Lorsqu’au mois de septembre 2012, Valls alors ministre de l’intérieur et portant lui-même une kippa lors d’une cérémonie, déclare -et à très juste titre d’ailleurs- que les juifs de France « peuvent porter avec fierté la kippa ! », et que cinq mois plus tard il déclare, je cite : « Le voile qui interdit aux femmes d’être ce qu’elles sont restera pour moi et doit rester pour la République un combat essentiel » ; force est de constater qu’on est loin du fameux « deux poids, deux mesures » ; mais dans la division de la société. Ce genre de déclarations, ce type de position, qui sont très répandus chez Valls, ne dressent-ils pas les citoyens les uns contre les autres ? Monter les juifs contre les musulmans ou l’inverse, ou monter les musulmans contre les citoyens de droite est une conception et gestion colonialiste de la société.
Et si je dois me tenir uniquement à ce point, en l’occurrence le respect des traditions religieuses en matière d’habillement, qui n’est pas le plus important dans un pays, ni dans une société, dans une compétition électorale -il faut le souligner avec force-, mais qui est toutefois très révélateur et significatif, je dois dire qu’en tant que citoyen musulman je voterai sans la moindre hésitation pour Benoit Hamon.
En somme je dirais que les musulmans, sans le moindre doute, préfèrent celui qui dit : « Je serai le garant de laïcité telle qu’elle a été pensée en 1905. Une laïcité qui visait à ce que ceux qui croient et ne croient pas puissent librement le faire et en assurant la neutralité de la puissance publique et de l‘Etat, ni plus ni moins » (Hamon sur FR3, le 18 décembre) ; ils préfèrent celui qui cite Briand, Jaurès et d’autres quand il parle de laïcité, que celui qui parle de Badinter et Fourest.

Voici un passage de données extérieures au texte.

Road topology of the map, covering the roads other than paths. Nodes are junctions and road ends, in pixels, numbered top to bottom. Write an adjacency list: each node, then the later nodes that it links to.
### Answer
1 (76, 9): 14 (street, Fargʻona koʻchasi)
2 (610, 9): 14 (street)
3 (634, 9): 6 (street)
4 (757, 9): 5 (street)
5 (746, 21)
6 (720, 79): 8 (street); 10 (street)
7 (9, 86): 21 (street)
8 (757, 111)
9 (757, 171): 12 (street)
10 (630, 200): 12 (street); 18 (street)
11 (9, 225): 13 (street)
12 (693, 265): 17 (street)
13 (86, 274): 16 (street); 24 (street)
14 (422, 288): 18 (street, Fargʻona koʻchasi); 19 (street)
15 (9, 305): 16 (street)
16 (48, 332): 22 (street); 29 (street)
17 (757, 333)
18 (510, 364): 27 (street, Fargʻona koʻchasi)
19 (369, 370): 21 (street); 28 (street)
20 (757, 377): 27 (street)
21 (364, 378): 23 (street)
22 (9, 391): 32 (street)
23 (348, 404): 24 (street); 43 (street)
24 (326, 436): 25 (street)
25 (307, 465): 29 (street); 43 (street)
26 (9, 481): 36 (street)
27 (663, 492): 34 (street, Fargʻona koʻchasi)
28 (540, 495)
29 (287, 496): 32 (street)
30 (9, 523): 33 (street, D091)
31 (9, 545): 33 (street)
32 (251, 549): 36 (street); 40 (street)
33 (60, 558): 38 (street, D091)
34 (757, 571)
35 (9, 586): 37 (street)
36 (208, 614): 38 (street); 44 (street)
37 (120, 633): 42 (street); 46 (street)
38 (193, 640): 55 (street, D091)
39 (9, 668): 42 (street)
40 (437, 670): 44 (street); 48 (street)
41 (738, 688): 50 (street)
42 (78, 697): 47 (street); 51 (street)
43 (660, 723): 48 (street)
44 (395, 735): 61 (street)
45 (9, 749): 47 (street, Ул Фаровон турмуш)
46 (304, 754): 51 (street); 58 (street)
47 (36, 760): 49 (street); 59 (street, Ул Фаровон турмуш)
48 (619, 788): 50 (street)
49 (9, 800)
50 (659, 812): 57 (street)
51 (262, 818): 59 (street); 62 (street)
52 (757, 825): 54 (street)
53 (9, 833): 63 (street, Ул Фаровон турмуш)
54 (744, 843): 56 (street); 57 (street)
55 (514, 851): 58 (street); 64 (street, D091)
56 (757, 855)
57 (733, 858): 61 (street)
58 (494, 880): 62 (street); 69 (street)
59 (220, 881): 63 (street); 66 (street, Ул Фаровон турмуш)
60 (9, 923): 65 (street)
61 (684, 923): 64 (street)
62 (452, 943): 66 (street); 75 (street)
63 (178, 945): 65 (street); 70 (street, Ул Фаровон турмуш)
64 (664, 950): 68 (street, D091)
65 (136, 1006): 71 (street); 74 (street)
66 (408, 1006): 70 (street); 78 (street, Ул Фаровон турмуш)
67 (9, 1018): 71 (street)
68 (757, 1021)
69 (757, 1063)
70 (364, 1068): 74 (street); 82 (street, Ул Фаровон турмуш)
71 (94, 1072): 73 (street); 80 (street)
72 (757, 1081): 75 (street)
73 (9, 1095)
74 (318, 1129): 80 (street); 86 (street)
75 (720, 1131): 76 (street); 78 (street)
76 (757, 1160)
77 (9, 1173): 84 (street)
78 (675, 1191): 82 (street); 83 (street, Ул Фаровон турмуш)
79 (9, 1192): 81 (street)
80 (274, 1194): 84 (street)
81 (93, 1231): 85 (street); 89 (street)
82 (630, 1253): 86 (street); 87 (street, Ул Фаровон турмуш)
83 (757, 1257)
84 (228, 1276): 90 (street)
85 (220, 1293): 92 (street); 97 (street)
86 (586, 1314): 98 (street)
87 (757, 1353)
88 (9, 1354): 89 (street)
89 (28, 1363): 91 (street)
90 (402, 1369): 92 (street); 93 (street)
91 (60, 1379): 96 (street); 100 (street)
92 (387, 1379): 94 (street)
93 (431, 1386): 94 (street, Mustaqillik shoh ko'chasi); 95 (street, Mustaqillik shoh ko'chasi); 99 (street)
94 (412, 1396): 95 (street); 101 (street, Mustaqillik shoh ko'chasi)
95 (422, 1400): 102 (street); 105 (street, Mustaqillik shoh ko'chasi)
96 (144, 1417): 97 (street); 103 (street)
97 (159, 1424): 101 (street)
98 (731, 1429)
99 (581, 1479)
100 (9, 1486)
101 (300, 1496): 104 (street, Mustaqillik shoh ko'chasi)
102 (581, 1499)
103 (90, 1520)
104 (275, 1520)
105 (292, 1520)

Les citoyens musulmans, comme tous les autres citoyens épris de respect de la dignité et mus de l’esprit de la vraie laïcité, préfèrent celui qui se déclare pour « la loi de 1905, toute la loi de 1905, rien que la loi de 1905 » qui est « une loi de liberté » une loi « complète », « une des plus belles lois de la République », que la conception falsifiée et guerrière de Valls.
Faut-il s’étonner enfin « quand même ! » que les citoyens musulmans préfèrent, et de loin la position de Hamon respectueuse et correcte quand il déclare qu’une femme qui « librement, décide de porter le foulard islamique, et il en existe, peu importe ce que nous pensons », doit-être « libre de le faire » ?

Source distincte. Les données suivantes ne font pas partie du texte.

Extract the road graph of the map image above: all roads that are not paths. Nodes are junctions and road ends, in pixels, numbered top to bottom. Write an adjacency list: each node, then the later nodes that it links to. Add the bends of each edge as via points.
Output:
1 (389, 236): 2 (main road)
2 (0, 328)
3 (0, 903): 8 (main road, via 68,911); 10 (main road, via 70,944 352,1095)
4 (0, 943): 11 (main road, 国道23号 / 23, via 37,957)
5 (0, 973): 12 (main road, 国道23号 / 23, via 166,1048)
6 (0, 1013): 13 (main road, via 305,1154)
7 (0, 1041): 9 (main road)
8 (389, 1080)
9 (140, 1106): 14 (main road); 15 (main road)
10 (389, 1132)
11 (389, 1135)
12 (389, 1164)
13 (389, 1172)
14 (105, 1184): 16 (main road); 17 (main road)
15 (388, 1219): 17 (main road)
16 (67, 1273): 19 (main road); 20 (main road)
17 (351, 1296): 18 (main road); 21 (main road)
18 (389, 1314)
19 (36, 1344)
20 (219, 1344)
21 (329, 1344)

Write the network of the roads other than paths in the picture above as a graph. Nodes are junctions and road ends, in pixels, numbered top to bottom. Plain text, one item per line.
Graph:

Alors que Valls paternaliste, et faussement bienveillant nous rabâche la logorrhée colonialiste et néocolonialiste, civilisatrice des nations jadis, émancipatrice des citoyennes musulmanes aujourd’hui : « Il n’y a pas que la laïcité » il y a aussi « le problème de l’émancipation de la femme (comprendre musulmane). Et notre rôle n’est pas de stigmatiser (ce qu’il n’arrête pas de faire depuis des années), mais de dire à ces femmes (musulmanes), à ces jeunes filles (infantilisation oblige) qui vivent cet ordre machiste, cette régression (cet islam quoi !) : nous sommes là pour vous aider, nous sommes avec vous pour vous aider à vous émanciper. »

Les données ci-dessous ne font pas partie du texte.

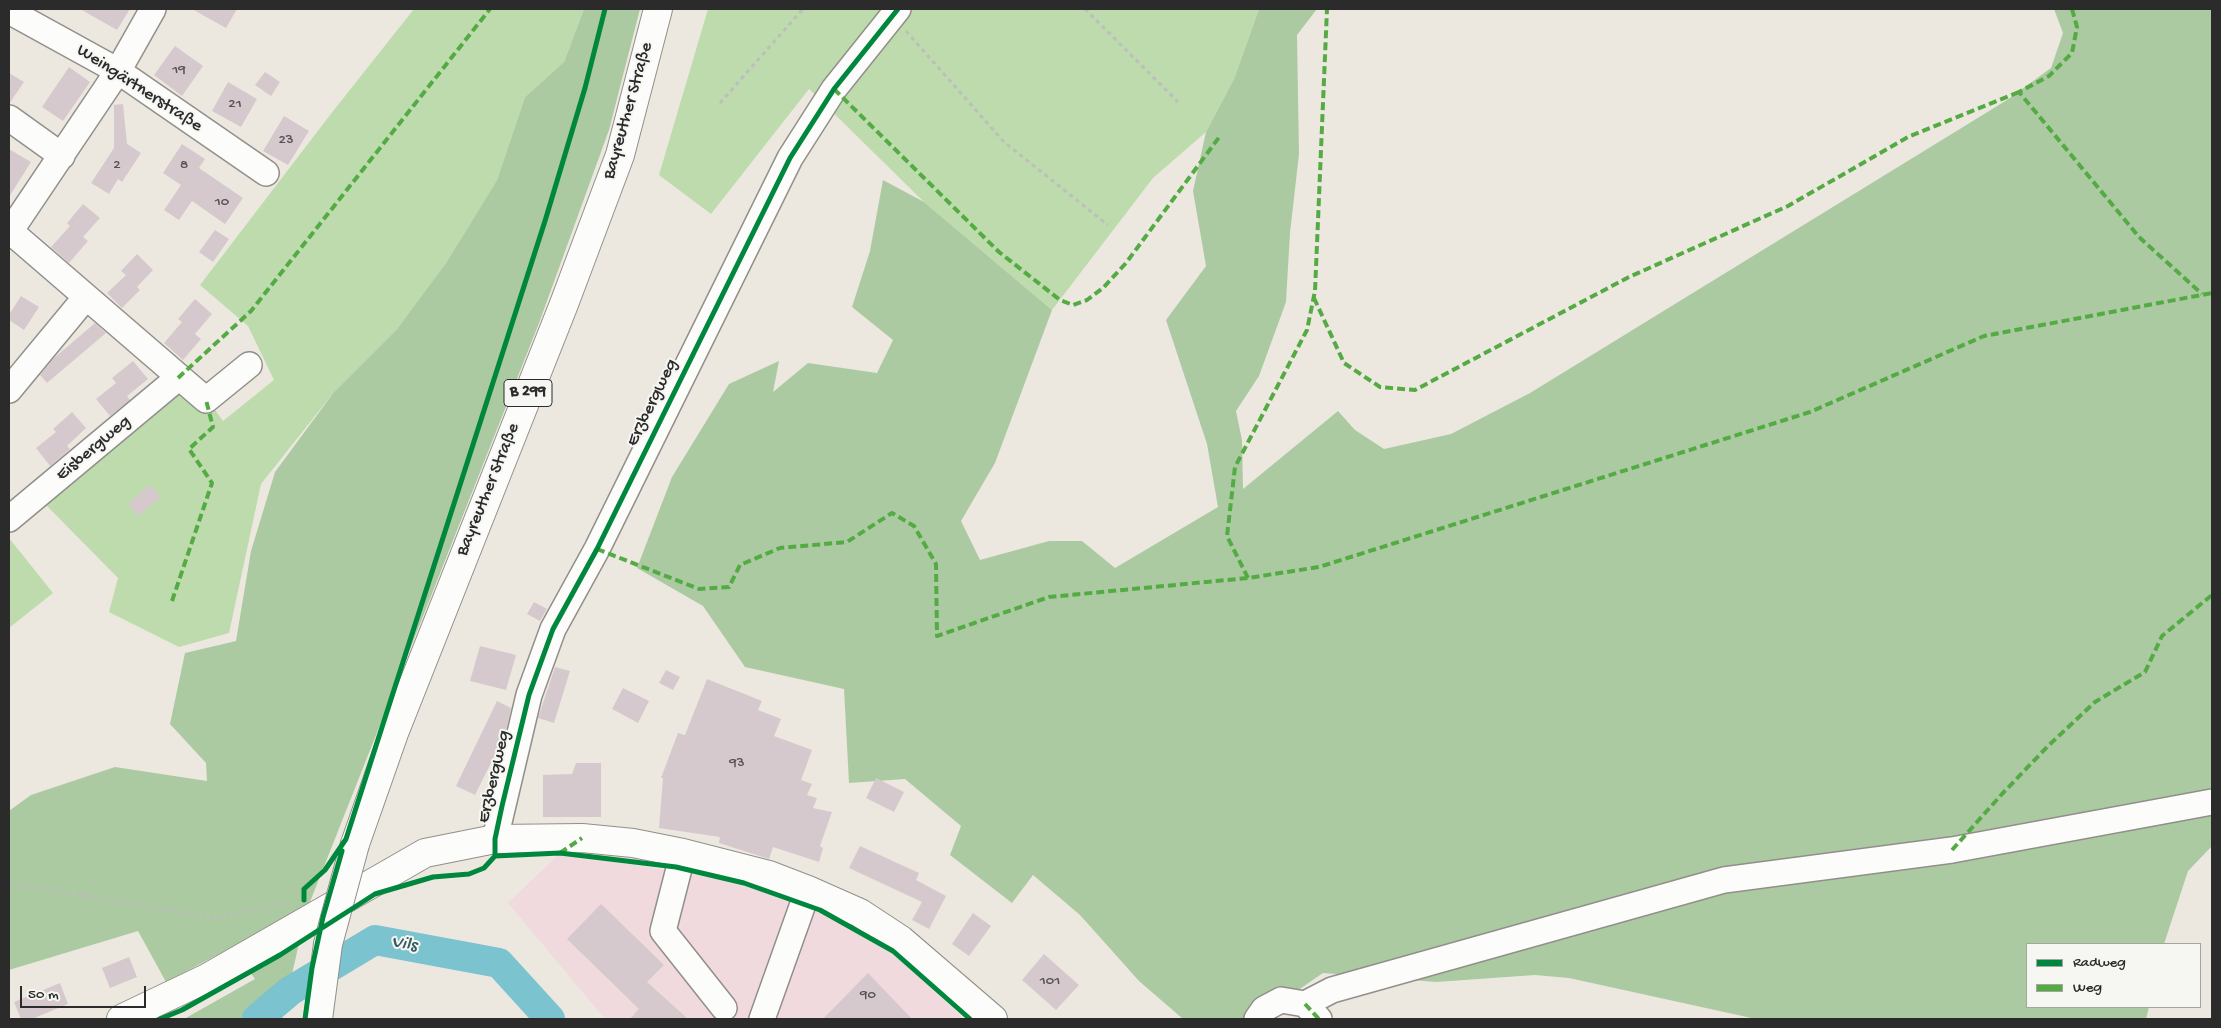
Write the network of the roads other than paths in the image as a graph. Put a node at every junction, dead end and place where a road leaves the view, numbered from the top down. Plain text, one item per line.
1 (153, 9) edge
2 (658, 9) edge
3 (9, 11) edge
4 (895, 12) edge
5 (118, 71) junction
6 (9, 118) edge
7 (62, 156) junction
8 (266, 173) dead end
9 (10, 232) edge
10 (86, 297) junction
11 (249, 365) dead end
12 (178, 378) junction
13 (9, 390) edge
14 (9, 519) edge
15 (2212, 802) edge
16 (495, 839) junction
17 (683, 853) junction
18 (808, 890) junction
19 (724, 1008) dead end
20 (1312, 1012) edge
21 (122, 1019) edge
22 (318, 1019) edge
23 (762, 1019) edge
24 (993, 1019) edge
25 (1257, 1019) edge

1 - 5 street
2 - 22 main road, Bayreuther Straße / B 299, bridge
3 - 5 street, Weingärtnerstraße
4 - 16 street, Erzbergweg
5 - 7 street
5 - 8 street, Weingärtnerstraße
6 - 7 street
7 - 9 street
9 - 10 street
10 - 12 street
10 - 13 street
11 - 12 street
12 - 14 street, Eisbergweg
15 - 20 street
16 - 17 main road
16 - 21 main road
17 - 18 main road
17 - 19 street
18 - 23 street
18 - 24 main road
20 - 25 street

Et dire que nous sommes en 2017, que l’homme qui parle ainsi s’adresse à une société où les musulmans et les musulmanes, sont certes une minorité ; mais une minorité comprise entre 5 et 7 millions de citoyens et citoyennes.
J’aurais vraiment honte, très honte d’être un musulman ou une musulmane, dans un pays où le candidat à la présidentielle véhicule cette conception de la France d’aujourd’hui et de demain.